- Directed by: Diego Velasco
- Written by: Diego Velasco Carolina Paiz
- Produced by: Rodolfo Cova Carolina Paiz
- Starring: Zapata 666 Amanda Key
- Cinematography: Luis Otero Prada
- Edited by: Otto Scheuren
- Music by: Freddy Sheinfeld Gabriel Velasco
- Release date: 8 October 2010;
- Running time: 100 minutes
- Country: Venezuela
- Language: Spanish

= The Zero Hour (2010 film) =

The Zero Hour (La hora cero) is a 2010 Venezuelan action film directed by Diego Velasco that takes place during a medical strike in Venezuela.

== Synopsis ==
In Caracas in 1996, a medical strike takes place. Parca (Zapata 666), a self-described Grim reaper and regular sicario, brings a pregnant injured woman (Amanda Key) to his gang; the locals are unsympathetic to the doctors' reasons for strike and kidnap a doctor (Erich Wildpret) from the picket line, but the child is born in the back of a car. Witnessing this, Parca becomes invested in helping the needy, holding-up a private hospital and taking hostages to release in return for treatment of those from the slums. Eventually, this violent scheme collapses on him and the people around him.

== Production ==
The production mimicked the story of the film, facing troubles involving the kidnap of three crew members, including its co-producer, director Velasco being held-up at gunpoint, and the assassination of an actor shortly before recording his parts. Despite the themes, a co-writer said that they "want viewers to digest and interpret the movie’s ideas, not to put ideas in their heads".

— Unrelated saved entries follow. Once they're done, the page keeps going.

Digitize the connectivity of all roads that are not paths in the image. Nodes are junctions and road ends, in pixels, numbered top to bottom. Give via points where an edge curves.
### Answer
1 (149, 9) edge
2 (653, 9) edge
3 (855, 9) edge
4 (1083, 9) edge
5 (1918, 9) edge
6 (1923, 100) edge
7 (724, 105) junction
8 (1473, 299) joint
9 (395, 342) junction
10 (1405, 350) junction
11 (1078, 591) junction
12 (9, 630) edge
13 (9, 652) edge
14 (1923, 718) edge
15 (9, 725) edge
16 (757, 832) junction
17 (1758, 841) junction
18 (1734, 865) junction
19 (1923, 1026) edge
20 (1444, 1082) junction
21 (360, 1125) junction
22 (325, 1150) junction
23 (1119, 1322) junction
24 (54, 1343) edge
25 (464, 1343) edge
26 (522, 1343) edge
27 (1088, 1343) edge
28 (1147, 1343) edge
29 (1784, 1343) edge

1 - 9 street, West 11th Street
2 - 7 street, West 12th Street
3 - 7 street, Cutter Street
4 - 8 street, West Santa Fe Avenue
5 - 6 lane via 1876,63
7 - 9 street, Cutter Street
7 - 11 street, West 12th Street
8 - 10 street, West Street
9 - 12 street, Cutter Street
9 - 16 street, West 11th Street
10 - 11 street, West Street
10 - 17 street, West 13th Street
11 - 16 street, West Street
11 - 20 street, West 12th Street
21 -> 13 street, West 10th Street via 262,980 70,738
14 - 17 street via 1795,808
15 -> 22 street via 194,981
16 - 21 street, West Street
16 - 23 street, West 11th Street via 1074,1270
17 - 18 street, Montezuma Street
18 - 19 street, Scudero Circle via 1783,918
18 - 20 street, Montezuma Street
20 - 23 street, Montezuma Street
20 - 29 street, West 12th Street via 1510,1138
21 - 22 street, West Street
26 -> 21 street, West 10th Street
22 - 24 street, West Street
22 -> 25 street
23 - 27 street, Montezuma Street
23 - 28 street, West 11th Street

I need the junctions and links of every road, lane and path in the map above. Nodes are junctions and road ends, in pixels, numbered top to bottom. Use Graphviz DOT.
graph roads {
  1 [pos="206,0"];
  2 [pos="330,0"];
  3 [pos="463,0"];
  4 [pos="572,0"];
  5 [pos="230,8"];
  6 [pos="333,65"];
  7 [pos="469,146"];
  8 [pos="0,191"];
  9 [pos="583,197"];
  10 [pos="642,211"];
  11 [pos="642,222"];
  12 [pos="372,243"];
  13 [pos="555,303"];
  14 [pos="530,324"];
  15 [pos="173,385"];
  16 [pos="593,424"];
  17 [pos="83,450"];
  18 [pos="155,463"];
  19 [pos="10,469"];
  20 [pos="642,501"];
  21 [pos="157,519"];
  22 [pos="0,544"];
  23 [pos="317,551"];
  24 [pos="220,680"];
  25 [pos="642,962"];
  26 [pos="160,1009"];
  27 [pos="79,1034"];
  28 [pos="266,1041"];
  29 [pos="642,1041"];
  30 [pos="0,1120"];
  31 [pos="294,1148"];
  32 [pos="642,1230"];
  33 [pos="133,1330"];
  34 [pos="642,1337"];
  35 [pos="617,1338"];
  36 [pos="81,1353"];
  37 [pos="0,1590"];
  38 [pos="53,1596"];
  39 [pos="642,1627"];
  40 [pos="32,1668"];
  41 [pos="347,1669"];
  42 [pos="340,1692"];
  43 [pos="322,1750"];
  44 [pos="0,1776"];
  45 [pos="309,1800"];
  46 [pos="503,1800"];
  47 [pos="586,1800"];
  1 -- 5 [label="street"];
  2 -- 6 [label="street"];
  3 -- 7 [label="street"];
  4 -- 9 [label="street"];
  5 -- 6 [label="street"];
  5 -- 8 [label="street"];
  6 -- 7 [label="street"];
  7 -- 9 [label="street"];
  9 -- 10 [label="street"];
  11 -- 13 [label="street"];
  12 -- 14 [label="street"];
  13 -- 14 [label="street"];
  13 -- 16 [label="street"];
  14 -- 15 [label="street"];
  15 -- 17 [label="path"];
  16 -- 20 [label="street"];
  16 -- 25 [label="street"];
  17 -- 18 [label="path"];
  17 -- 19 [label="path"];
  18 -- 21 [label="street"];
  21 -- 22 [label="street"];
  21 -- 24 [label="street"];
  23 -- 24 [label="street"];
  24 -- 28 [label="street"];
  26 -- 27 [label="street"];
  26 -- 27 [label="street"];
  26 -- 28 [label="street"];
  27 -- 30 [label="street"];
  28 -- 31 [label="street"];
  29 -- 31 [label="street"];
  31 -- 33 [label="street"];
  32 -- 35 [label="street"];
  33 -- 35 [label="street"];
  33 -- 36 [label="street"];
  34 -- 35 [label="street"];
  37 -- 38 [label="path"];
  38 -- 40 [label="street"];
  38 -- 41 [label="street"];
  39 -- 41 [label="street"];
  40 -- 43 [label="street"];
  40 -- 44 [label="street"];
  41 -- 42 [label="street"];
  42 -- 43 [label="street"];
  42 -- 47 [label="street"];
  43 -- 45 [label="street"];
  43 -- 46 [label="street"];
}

By 2016, it was the highest-grossing Venezuelan national film, getting $3.5 million in box office takings in Venezuela.

== Reception ==
The film was well-received in the Americas, both North and South. It was given as an example in the book The Precarious in the Cinemas of the Americas of a "socially-engaged thriller [...] that [makes] use of mainstream cinema techniques, such as MTV-style, fast-paced editing and the inclusion of violent scenes to call attention to the collective responsibility for social inequalities".

== Cast ==
- Zapata 666 - Parca
- Amanda Key - Lady Di (after Diana, Princess of Wales, but pronounced "Lady Dee")
- Erich Wildpret - Dr. Ricardo Cova
- Laureano Olivares - Buitre
- Marisa Román - Veronica Rojas
- Albi De Abreu - Jesus
- Rolando Padilla as mayor of Caracas
- Alejandro Furth as Journalist
- Steve Wilcox as policia gringo
- Antonio Cuevas as dotor

== Awards ==
The film won three international awards, "Best Action Sequence Martial Arts Feature" at the US Action On Film International Film Festival (2011); the Audience Choice award at the Jackson Crossroads Film Festival (2011); and the Best Film at the Los Angeles Latino International Film Festival (2011). It was also nominated for the Best Latin-American Film award at the Mexican Ariel Awards in 2012.